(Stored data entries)
━━━━━━

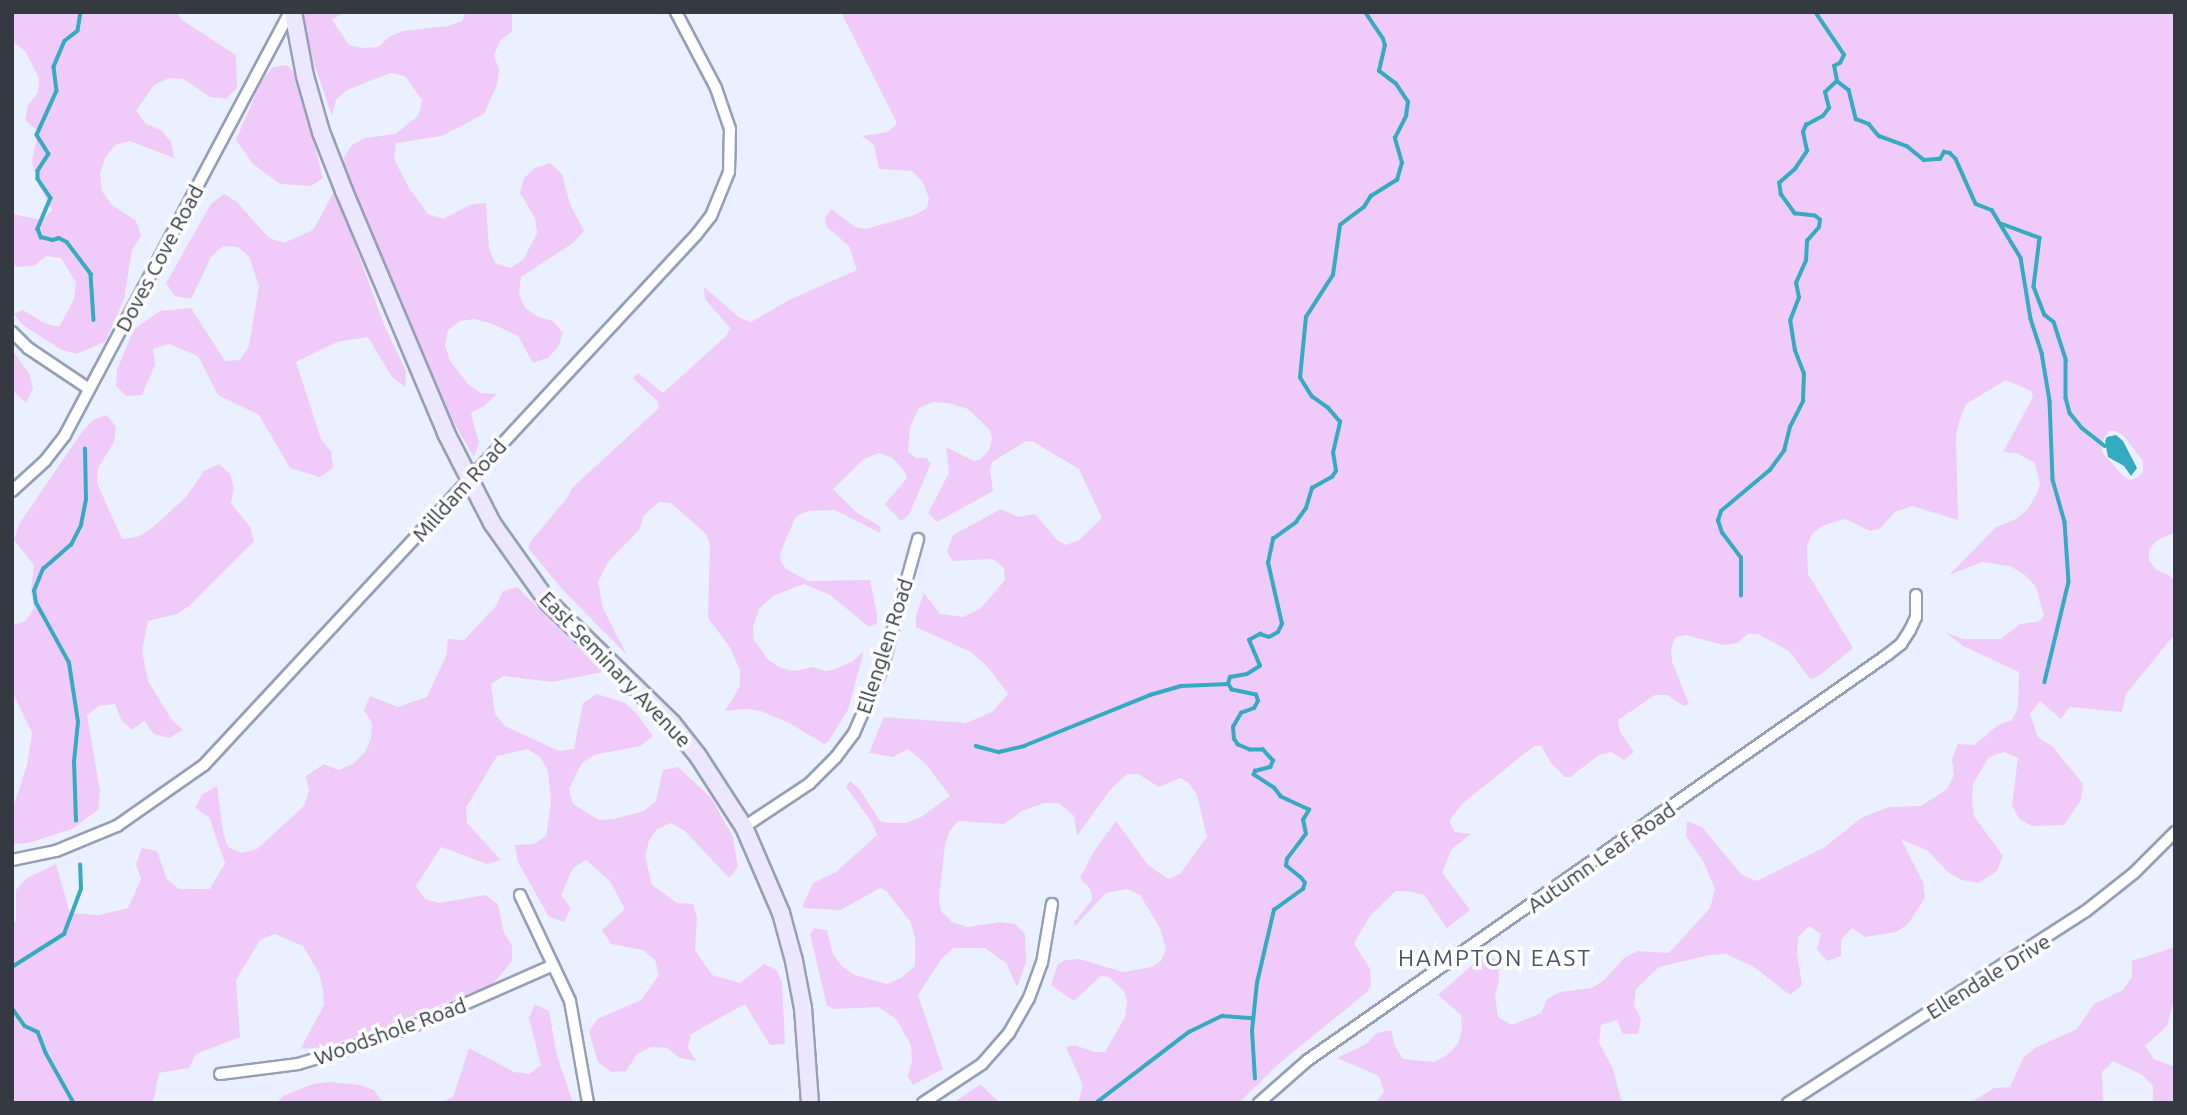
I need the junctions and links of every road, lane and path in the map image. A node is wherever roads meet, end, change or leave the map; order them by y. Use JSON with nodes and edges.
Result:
{"nodes":[{"id":1,"x":291,"y":12,"type":"edge"},
{"id":2,"x":676,"y":12,"type":"edge"},
{"id":3,"x":12,"y":332,"type":"edge"},
{"id":4,"x":89,"y":389,"type":"junction"},
{"id":5,"x":468,"y":480,"type":"junction"},
{"id":6,"x":12,"y":491,"type":"edge"},
{"id":7,"x":918,"y":539,"type":"dead end"},
{"id":8,"x":1916,"y":595,"type":"dead end"},
{"id":9,"x":744,"y":827,"type":"junction"},
{"id":10,"x":2175,"y":832,"type":"edge"},
{"id":11,"x":12,"y":860,"type":"edge"},
{"id":12,"x":520,"y":895,"type":"dead end"},
{"id":13,"x":1052,"y":905,"type":"dead end"},
{"id":14,"x":553,"y":965,"type":"junction"},
{"id":15,"x":220,"y":1074,"type":"dead end"},
{"id":16,"x":588,"y":1103,"type":"edge"},
{"id":17,"x":810,"y":1103,"type":"edge"},
{"id":18,"x":923,"y":1103,"type":"edge"},
{"id":19,"x":1259,"y":1103,"type":"edge"},
{"id":20,"x":1788,"y":1103,"type":"edge"}],
"edges":[{"from":1,"to":4,"type":"street","name":"Doves Cove Road"},
{"from":1,"to":5,"type":"street","name":"East Seminary Avenue"},
{"from":2,"to":5,"type":"street","name":"Milldam Road"},
{"from":3,"to":4,"type":"street"},
{"from":4,"to":6,"type":"street","name":"Doves Cove Road"},
{"from":5,"to":9,"type":"street","name":"East Seminary Avenue"},
{"from":5,"to":11,"type":"street","name":"Milldam Road"},
{"from":7,"to":9,"type":"street","name":"Ellenglen Road"},
{"from":8,"to":19,"type":"street","name":"Autumn Leaf Road"},
{"from":9,"to":17,"type":"street","name":"East Seminary Avenue"},
{"from":10,"to":20,"type":"street","name":"Ellendale Drive"},
{"from":12,"to":14,"type":"street"},
{"from":13,"to":18,"type":"street"},
{"from":14,"to":15,"type":"street","name":"Woodshole Road"},
{"from":14,"to":16,"type":"street"}]}
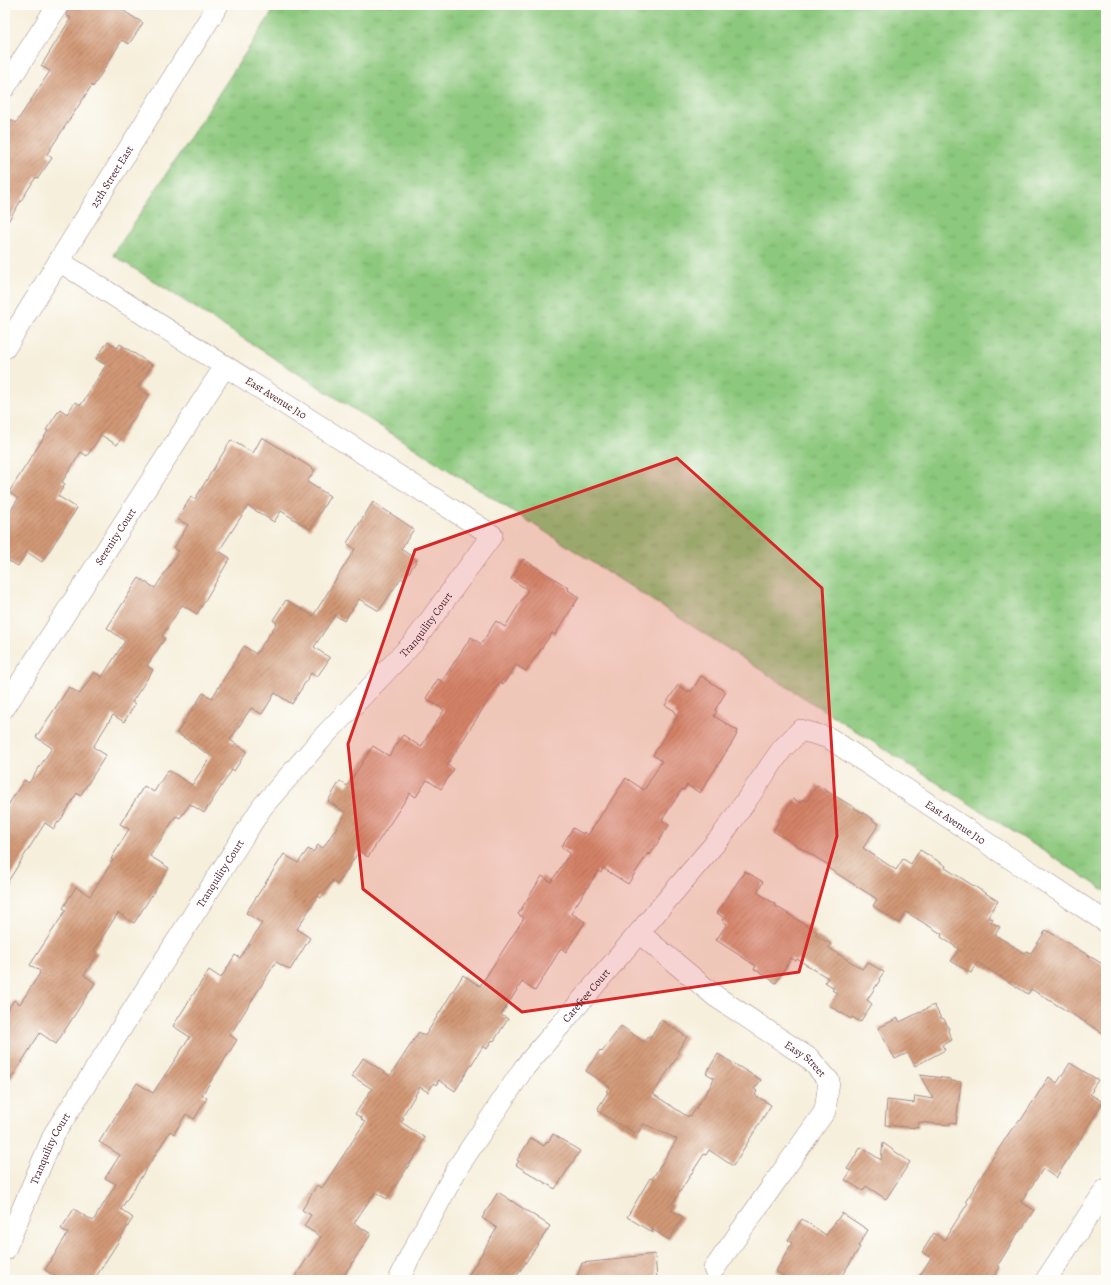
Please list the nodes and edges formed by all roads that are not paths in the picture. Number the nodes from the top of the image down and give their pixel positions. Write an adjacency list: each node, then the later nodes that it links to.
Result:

━━━━━━

§ Work order: Lines with the word "links": copy each one from the data above.

§ Solution:
I need the junctions and links of every road, lane and path in the map image. A node is wherever roads meet, end, change or leave the map; order them by y. Use JSON with nodes and edges.
Please list the nodes and edges formed by all roads that are not paths in the picture. Number the nodes from the top of the image down and give their pixel positions. Write an adjacency list: each node, then the later nodes that it links to.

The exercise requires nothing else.